(Activity)
Search the entries below for "edges", and copy each line where it appears.

(Dataset)

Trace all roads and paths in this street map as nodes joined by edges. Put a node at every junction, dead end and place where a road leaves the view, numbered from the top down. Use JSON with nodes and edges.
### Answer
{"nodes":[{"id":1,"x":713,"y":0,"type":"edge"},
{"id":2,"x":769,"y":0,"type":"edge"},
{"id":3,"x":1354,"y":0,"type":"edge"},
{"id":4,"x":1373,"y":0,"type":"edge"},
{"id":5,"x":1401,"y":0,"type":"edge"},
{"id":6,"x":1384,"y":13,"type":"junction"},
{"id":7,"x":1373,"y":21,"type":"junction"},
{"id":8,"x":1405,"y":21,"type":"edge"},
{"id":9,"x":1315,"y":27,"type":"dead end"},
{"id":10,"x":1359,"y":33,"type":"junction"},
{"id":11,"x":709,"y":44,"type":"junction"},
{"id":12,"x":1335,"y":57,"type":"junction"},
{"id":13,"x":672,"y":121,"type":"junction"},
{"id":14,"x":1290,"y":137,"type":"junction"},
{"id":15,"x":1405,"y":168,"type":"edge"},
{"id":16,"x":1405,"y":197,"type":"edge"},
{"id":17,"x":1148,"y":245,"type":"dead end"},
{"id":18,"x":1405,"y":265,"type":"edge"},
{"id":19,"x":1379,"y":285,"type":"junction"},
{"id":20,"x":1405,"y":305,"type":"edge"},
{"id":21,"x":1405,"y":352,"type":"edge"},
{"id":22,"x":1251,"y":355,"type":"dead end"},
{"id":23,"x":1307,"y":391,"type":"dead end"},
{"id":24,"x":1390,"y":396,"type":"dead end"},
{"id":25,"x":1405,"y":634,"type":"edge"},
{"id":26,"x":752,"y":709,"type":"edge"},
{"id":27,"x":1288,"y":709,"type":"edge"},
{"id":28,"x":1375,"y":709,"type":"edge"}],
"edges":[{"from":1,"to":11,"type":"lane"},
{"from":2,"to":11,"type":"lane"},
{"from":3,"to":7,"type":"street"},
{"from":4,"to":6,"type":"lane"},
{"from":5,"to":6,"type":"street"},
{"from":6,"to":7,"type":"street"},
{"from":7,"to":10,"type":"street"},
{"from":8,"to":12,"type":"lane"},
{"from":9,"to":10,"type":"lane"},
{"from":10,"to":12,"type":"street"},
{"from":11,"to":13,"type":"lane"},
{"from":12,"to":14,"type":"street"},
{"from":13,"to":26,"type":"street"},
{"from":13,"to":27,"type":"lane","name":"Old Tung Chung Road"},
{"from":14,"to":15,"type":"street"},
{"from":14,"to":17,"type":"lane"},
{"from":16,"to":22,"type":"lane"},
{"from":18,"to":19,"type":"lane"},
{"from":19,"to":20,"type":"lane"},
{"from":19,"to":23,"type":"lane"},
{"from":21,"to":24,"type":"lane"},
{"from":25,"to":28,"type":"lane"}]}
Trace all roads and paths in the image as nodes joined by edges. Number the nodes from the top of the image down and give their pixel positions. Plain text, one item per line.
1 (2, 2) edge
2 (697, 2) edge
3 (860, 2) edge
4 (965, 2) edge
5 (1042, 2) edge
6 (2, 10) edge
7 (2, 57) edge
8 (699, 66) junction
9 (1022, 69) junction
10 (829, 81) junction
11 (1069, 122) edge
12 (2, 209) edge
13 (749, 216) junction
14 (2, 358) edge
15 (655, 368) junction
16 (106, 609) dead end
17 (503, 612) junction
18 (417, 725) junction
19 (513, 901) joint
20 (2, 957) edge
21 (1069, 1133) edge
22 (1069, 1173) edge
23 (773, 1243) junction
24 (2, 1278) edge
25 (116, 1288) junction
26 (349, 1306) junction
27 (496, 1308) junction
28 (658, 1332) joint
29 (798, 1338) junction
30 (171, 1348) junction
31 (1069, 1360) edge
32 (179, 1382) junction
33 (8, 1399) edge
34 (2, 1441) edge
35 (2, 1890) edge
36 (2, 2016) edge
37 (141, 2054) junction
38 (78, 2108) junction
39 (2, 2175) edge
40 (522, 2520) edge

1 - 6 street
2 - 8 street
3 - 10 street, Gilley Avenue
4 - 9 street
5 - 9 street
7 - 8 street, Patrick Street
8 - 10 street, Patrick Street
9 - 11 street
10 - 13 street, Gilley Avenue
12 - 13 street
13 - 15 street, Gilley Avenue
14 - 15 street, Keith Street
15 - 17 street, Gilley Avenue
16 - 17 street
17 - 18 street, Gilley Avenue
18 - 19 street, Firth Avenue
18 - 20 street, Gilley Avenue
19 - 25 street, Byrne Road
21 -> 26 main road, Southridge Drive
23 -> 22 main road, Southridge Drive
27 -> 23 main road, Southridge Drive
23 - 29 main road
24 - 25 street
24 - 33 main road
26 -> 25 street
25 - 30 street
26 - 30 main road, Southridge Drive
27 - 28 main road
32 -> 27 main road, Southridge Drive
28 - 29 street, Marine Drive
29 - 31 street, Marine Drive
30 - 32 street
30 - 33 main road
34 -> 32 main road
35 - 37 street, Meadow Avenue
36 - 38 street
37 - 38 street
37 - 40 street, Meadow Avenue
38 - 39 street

(End Dataset)
(Dataset)

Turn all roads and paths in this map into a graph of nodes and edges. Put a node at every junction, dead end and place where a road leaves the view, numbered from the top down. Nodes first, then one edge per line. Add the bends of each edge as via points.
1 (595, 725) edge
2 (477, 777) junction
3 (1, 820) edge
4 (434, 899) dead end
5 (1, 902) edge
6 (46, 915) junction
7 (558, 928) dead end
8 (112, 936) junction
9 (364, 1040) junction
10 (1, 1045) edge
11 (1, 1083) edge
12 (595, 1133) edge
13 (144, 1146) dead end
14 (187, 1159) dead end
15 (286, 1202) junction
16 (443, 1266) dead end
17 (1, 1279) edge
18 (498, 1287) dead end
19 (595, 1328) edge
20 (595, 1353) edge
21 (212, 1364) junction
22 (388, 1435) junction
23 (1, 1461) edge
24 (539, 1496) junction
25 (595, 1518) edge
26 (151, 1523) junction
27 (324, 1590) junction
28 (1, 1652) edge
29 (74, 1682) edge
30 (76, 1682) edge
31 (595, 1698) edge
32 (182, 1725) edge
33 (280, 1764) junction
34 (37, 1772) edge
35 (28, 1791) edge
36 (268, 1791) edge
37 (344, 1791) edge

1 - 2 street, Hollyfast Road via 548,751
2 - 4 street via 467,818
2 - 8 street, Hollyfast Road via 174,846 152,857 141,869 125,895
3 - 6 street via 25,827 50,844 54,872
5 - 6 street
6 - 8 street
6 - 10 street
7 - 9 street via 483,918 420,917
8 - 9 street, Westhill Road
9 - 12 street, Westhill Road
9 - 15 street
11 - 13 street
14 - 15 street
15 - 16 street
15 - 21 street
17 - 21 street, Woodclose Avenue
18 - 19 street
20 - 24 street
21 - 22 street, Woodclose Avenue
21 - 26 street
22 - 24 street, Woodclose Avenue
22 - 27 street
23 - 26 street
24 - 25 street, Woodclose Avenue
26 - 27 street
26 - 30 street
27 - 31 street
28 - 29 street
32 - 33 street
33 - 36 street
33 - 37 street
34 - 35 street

(End Dataset)

(Solution to this problem)
Trace all roads and paths in this street map as nodes joined by edges. Put a node at every junction, dead end and place where a road leaves the view, numbered from the top down. Use JSON with nodes and edges.
"edges":[{"from":1,"to":11,"type":"lane"},
Trace all roads and paths in the image as nodes joined by edges. Number the nodes from the top of the image down and give their pixel positions. Plain text, one item per line.
Turn all roads and paths in this map into a graph of nodes and edges. Put a node at every junction, dead end and place where a road leaves the view, numbered from the top down. Nodes first, then one edge per line. Add the bends of each edge as via points.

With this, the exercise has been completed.